[Description of the task]
Gather all lines in the entries that include the word "edges".
--- Source material Enclosed Below ---
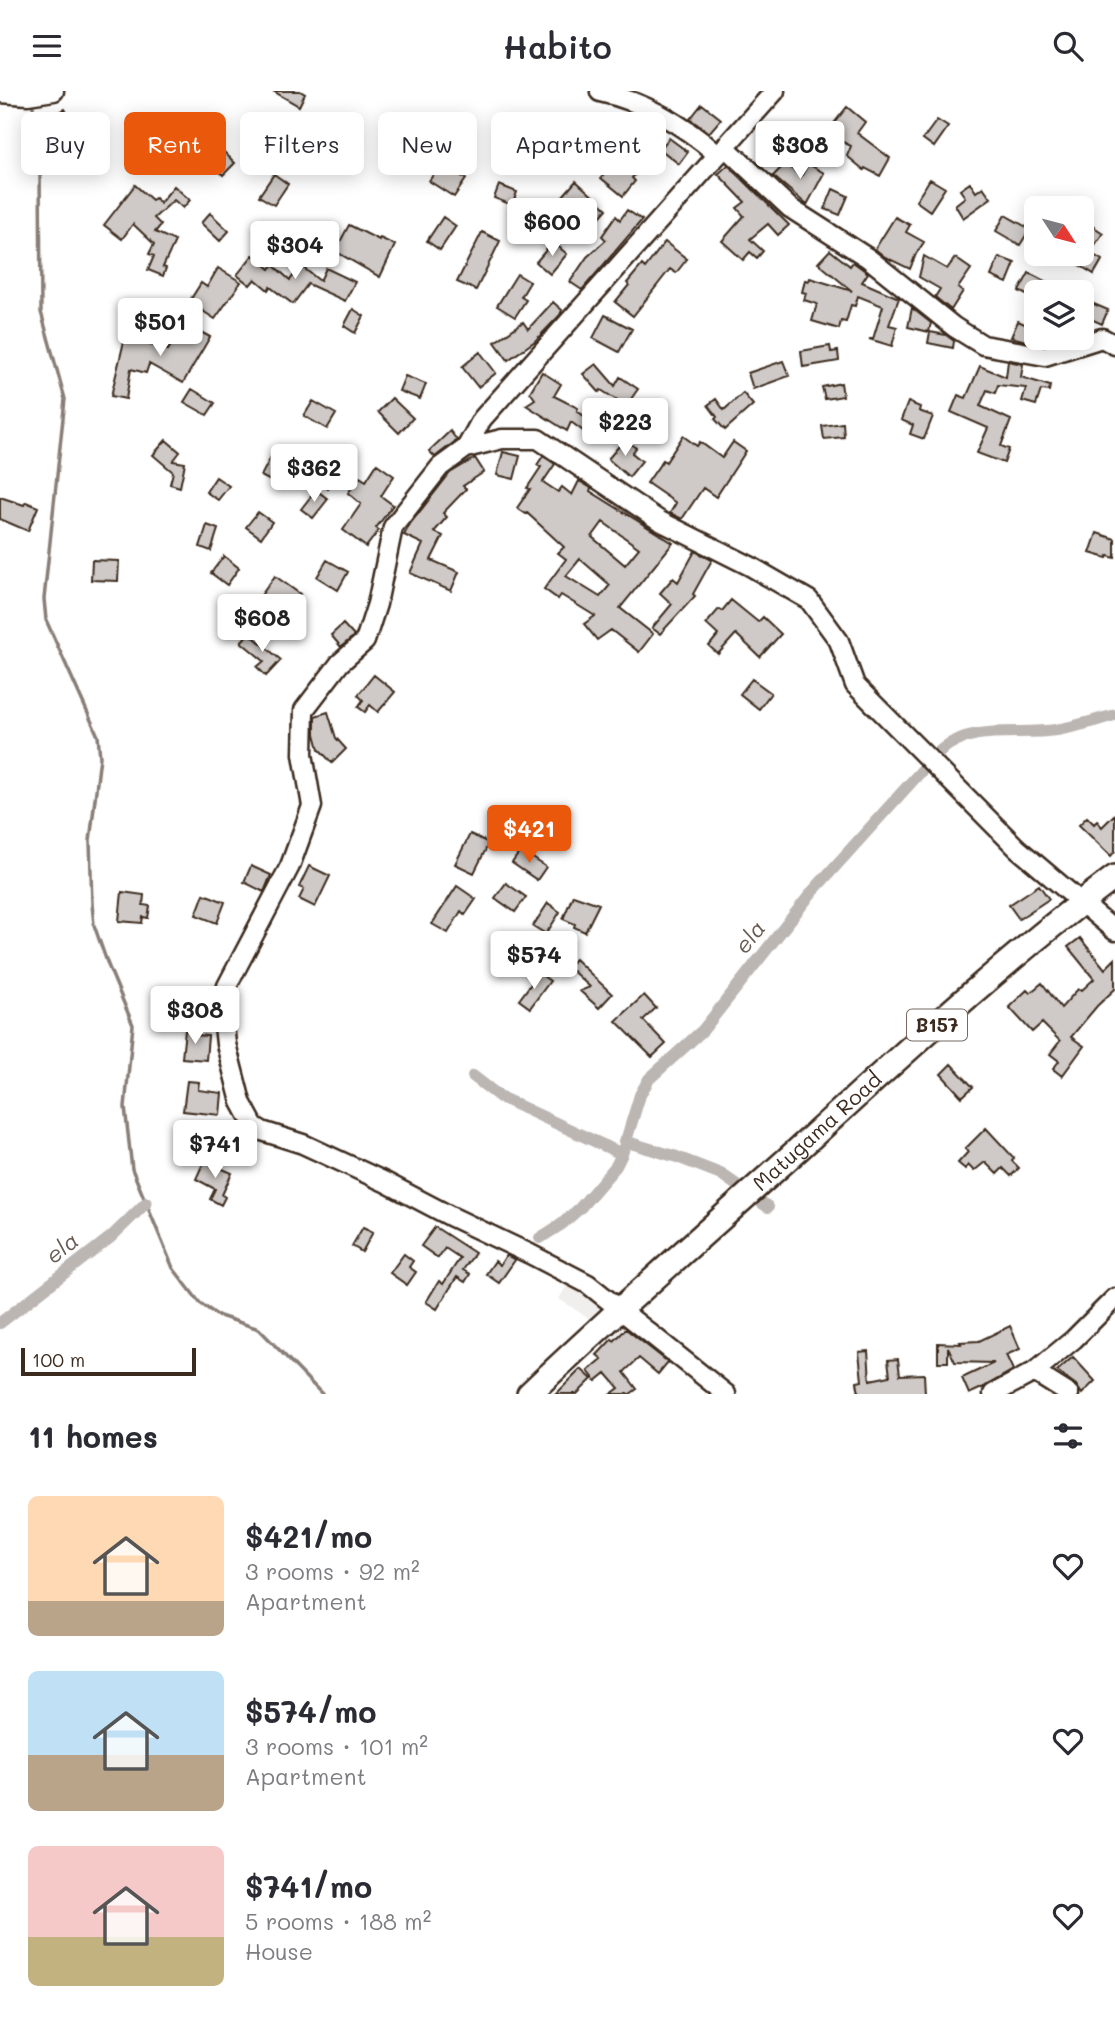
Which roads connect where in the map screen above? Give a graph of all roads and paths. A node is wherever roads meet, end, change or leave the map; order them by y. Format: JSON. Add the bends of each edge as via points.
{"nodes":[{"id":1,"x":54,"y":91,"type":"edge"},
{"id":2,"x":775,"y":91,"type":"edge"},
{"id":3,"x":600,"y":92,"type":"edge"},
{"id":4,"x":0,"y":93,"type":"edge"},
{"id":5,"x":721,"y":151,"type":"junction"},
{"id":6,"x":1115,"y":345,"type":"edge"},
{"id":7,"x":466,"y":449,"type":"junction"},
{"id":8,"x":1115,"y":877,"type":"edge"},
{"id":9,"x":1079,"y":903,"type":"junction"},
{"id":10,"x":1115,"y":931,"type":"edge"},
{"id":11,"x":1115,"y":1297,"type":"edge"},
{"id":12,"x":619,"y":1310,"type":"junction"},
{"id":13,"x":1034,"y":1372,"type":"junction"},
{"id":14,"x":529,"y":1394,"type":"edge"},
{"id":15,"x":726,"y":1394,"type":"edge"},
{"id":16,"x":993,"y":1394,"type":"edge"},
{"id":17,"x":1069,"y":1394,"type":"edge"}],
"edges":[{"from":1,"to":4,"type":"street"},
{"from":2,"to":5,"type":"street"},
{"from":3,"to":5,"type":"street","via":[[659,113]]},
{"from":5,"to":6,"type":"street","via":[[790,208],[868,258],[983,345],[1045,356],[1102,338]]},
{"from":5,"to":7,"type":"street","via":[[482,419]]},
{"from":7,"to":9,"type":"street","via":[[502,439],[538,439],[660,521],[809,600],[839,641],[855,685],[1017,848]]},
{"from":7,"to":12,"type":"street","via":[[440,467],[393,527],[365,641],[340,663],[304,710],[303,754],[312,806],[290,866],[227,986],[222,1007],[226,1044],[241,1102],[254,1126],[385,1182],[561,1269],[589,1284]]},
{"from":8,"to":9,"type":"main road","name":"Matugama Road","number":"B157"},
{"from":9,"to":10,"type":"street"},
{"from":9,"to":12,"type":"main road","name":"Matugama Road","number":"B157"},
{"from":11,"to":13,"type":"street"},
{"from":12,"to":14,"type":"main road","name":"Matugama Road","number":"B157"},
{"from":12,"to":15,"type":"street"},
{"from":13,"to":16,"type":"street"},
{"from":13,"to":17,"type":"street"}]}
--- End of Enclosed Source material ---
--- Source material Enclosed Below ---
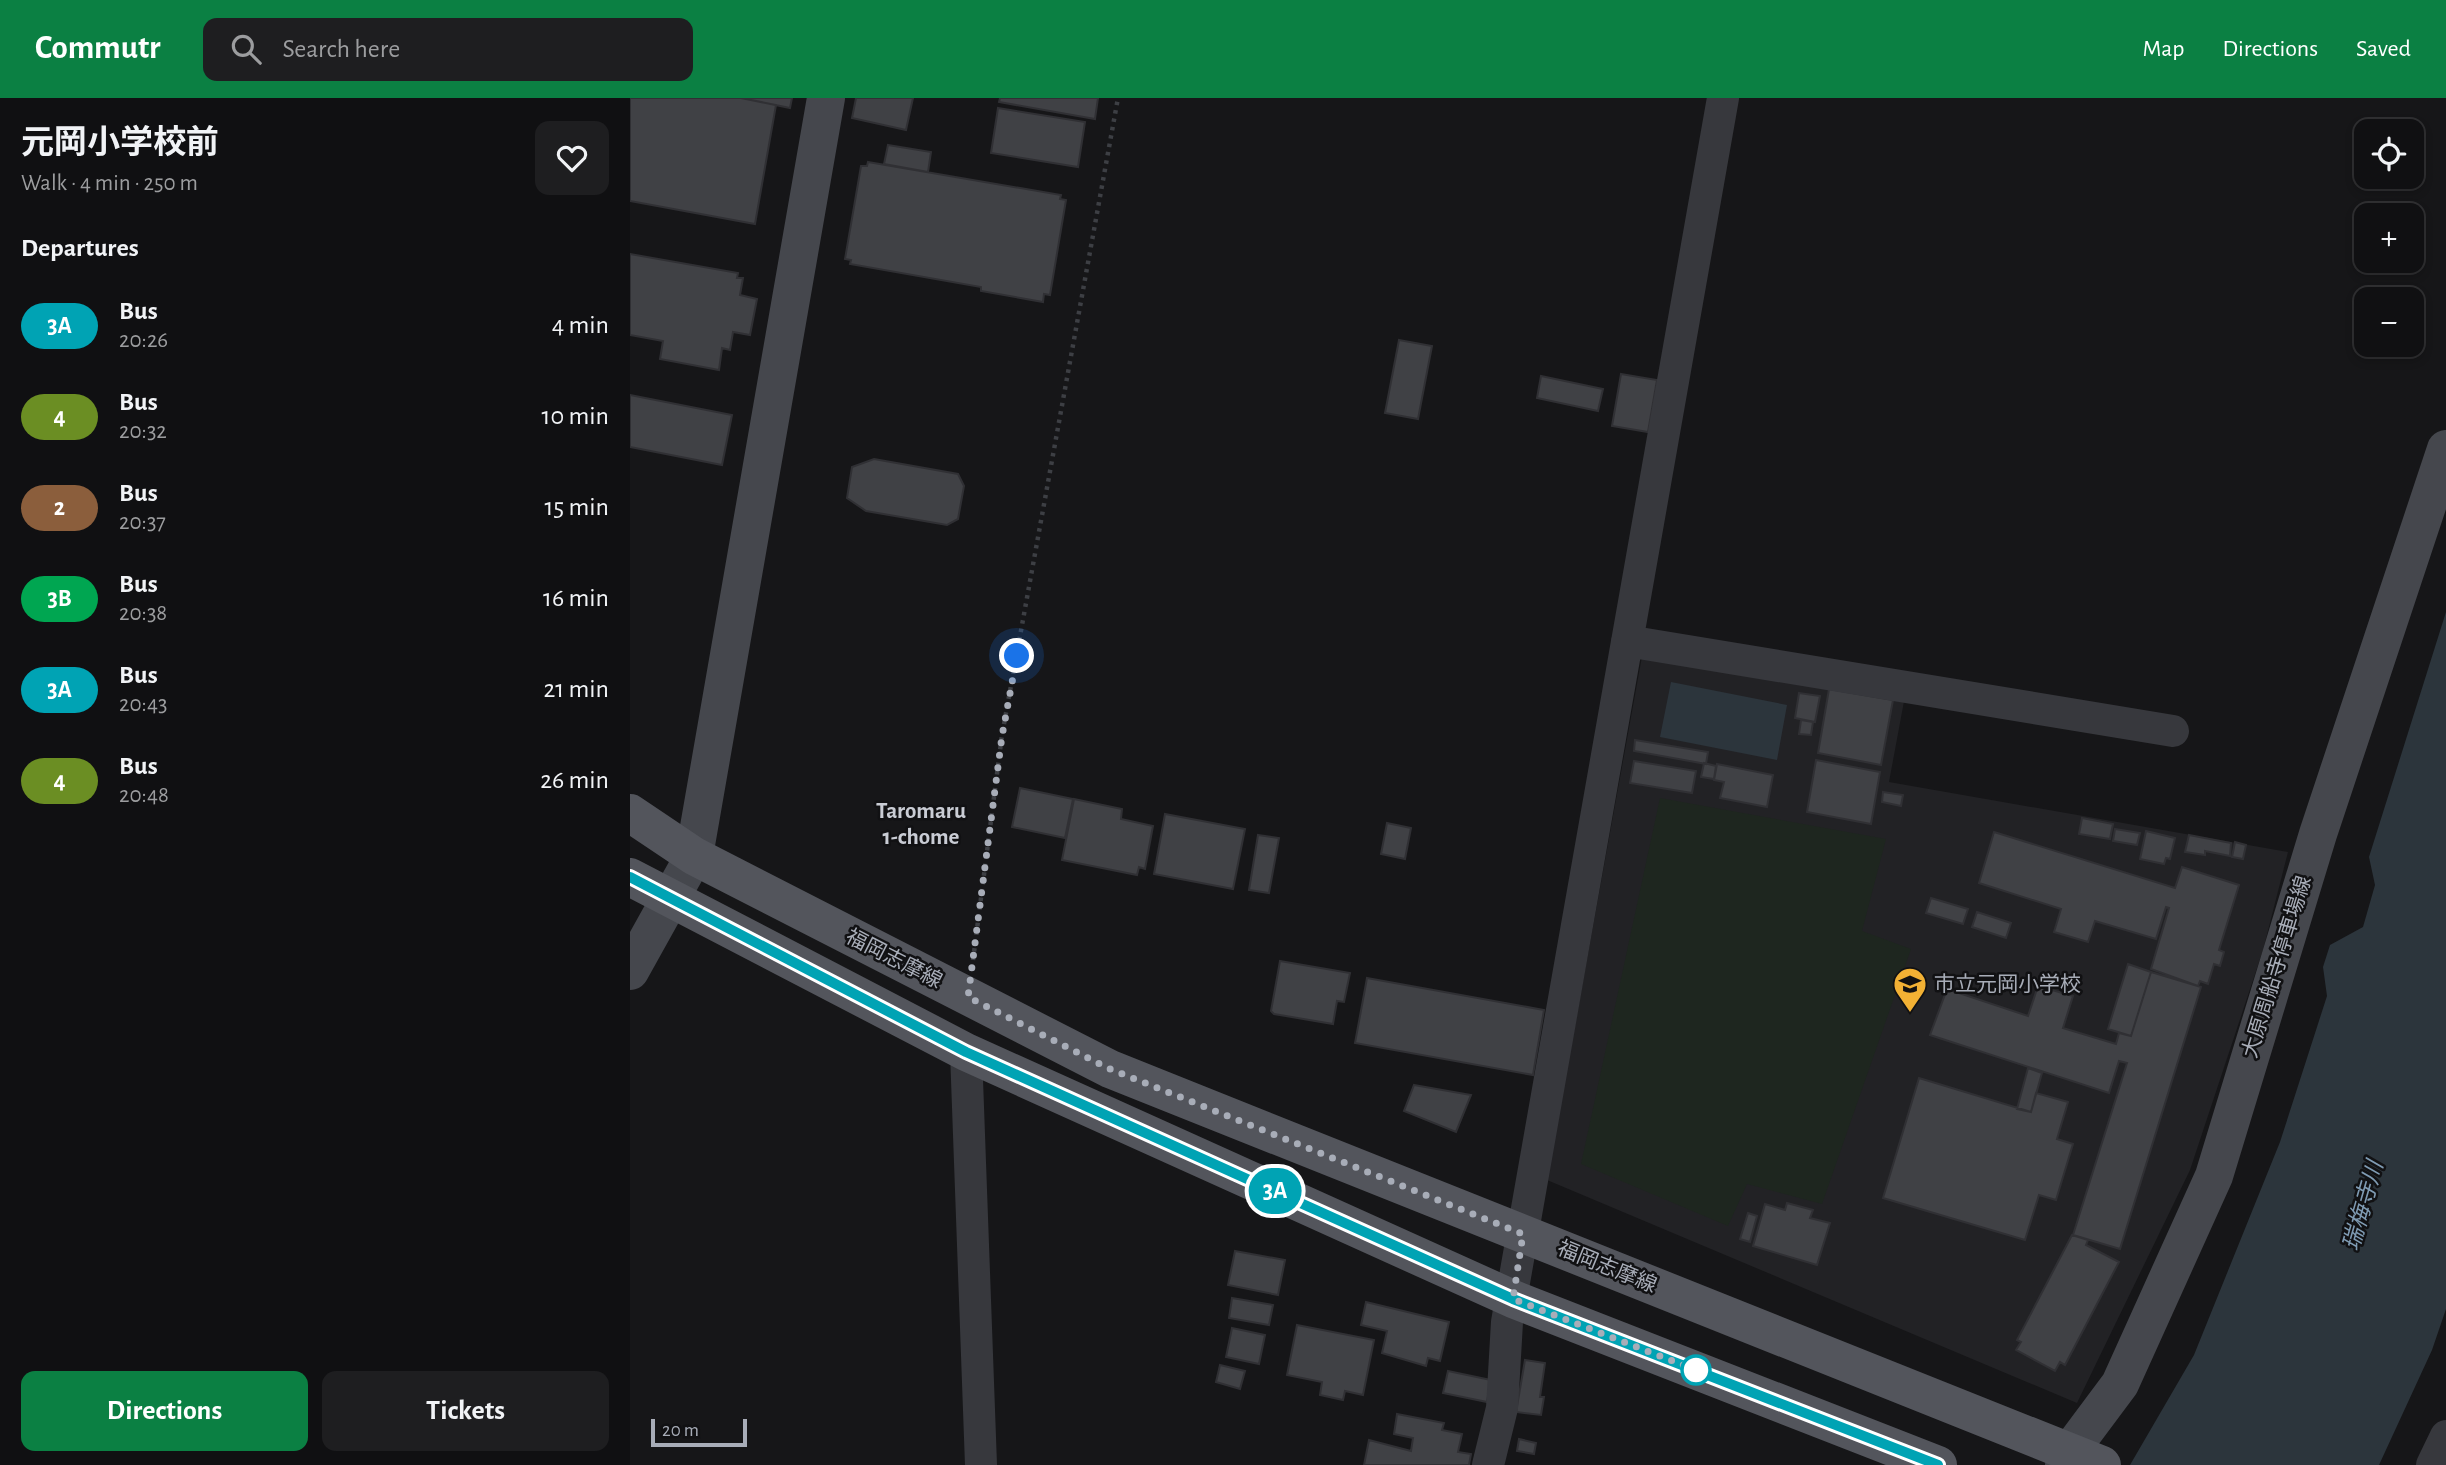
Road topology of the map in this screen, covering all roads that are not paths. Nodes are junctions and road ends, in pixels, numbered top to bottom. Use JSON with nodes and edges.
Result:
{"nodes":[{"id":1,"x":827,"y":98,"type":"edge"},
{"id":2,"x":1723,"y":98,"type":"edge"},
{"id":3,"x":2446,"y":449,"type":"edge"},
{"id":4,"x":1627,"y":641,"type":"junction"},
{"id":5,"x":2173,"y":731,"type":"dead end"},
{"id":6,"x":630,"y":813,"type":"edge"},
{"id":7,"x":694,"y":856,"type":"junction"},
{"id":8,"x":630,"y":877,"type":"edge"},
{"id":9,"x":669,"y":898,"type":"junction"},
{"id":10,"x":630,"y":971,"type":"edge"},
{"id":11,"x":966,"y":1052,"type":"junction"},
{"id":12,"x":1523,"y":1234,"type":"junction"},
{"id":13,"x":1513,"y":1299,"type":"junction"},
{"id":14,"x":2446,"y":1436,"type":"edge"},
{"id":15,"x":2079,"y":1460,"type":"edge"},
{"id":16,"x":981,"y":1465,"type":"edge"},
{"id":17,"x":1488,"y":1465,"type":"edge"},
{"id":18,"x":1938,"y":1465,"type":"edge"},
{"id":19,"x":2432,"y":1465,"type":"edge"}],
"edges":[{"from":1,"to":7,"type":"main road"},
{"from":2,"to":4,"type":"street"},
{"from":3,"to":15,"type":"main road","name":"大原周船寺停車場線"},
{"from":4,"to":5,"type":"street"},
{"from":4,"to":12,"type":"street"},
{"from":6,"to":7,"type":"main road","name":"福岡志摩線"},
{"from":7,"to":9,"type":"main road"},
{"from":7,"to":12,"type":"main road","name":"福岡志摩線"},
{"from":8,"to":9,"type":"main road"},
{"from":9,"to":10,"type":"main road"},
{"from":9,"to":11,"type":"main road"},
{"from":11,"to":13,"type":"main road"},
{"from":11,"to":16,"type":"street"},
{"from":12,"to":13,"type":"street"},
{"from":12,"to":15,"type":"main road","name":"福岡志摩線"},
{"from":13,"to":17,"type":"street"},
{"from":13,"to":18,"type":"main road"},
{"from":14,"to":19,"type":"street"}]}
--- End of Enclosed Source material ---
[Task result]
"edges":[{"from":1,"to":4,"type":"street"},
Road topology of the map in this screen, covering all roads that are not paths. Nodes are junctions and road ends, in pixels, numbered top to bottom. Use JSON with nodes and edges.
"edges":[{"from":1,"to":7,"type":"main road"},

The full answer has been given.